Checking for false positives is a manual process. I've never had legitimate
mail marked as spam though, only the other way round.

My experience with Gmail's filter is not as nice btw. At work, I had a couple
of situations where important mails from a customer were flagged as Spam,
which went unnoticed for two weeks.

------
perlgod
I used to run Postfix + Dovecot + Rspamd with all the bells and whistles
enabled [1], but I recently switched to OpenSMTPD + spamd on OpenBSD.

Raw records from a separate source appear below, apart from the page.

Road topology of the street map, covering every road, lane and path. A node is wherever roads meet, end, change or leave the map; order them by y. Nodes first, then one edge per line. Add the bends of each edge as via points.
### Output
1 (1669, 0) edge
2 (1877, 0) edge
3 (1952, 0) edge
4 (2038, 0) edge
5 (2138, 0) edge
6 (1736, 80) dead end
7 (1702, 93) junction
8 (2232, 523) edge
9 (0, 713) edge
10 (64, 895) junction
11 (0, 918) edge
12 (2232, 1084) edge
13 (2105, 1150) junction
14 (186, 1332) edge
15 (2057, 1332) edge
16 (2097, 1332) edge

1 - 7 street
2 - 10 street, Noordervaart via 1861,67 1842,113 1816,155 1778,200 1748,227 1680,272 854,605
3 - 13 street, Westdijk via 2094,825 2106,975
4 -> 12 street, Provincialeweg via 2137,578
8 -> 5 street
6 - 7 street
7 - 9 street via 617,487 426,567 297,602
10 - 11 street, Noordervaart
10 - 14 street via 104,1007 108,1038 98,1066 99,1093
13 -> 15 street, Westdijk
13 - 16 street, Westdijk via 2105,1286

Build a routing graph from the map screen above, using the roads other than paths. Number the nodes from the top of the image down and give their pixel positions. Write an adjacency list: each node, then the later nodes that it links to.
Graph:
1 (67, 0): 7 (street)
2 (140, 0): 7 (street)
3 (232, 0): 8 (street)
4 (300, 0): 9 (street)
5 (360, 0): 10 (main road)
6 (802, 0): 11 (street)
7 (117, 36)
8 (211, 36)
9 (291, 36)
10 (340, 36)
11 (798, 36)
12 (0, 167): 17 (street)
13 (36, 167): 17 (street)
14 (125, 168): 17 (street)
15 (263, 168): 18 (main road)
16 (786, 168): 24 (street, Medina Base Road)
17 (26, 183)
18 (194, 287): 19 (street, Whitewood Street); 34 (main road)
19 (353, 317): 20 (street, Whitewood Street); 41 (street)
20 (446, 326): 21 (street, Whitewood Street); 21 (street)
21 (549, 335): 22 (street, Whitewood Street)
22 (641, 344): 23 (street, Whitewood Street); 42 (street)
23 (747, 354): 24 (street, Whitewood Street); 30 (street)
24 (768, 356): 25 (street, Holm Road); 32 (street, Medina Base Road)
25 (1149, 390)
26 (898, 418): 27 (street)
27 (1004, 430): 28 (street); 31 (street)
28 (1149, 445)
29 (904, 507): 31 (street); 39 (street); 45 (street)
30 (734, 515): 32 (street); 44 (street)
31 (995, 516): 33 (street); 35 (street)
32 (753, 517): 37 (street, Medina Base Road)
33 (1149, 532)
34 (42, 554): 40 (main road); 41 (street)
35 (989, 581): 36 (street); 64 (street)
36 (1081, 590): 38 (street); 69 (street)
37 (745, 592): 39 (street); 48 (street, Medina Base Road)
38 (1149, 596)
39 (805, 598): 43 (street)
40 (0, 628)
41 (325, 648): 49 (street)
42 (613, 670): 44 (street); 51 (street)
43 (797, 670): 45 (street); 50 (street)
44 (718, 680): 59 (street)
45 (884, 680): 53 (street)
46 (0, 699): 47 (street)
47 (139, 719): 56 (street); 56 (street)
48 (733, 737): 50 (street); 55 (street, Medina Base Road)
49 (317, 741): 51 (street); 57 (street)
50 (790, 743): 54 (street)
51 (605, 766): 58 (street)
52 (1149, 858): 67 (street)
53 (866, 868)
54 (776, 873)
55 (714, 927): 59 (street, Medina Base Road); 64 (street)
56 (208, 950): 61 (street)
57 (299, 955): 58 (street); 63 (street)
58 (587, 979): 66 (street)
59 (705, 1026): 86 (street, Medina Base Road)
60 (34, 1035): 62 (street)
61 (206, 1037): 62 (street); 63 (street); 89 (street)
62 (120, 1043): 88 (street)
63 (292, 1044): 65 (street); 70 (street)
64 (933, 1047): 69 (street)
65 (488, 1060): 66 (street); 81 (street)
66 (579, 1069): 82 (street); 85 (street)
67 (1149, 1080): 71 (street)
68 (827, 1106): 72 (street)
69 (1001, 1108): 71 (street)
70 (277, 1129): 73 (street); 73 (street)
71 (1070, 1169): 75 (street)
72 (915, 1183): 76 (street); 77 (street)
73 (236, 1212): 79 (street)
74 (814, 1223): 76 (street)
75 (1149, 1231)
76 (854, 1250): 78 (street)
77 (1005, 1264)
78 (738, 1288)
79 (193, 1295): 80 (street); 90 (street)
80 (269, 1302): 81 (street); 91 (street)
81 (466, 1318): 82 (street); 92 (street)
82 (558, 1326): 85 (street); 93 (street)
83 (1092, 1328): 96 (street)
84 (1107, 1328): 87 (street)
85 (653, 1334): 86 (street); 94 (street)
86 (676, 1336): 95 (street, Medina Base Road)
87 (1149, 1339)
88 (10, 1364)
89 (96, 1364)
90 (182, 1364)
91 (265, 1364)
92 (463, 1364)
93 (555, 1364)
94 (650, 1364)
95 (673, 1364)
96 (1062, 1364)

Unlike rspamd, which has pluggable modules for everything under the sun (RBLs,
word filters, Bayesian filtering + learning), spamd uses plain ol' graylisting
with some PF integration to throttle spammers connections to 1
character/second for maximum annoyance.

With Rspamd, I never got _any_ spam in my Inbox. With spamd, I get maybe 1
spam mail every two weeks. To me, spamd's ridiculous simplicity is worth the
tradeoff.

You do have to be careful with graylisting large mailers like Gmail, since
they rarely retry the mail from the same IP address. For this, OpenBSD's
smtpctl now has the spfwalk [2] command to whitelist the big guys. That's what
I use in my current setup [3], which was linked here a few days ago.

[1] [https://www.c0ffee.net/blog/mail-server-
guide/](https://www.c0ffee.net/blog/mail-server-guide/)

[2]
[https://poolp.org/posts/2018-01-08/spfwalk/](https://poolp.org/posts/2018-01-08/spfwalk/)

[3] [https://github.com/cullum/dank-
selfhosted](https://github.com/cullum/dank-selfhosted)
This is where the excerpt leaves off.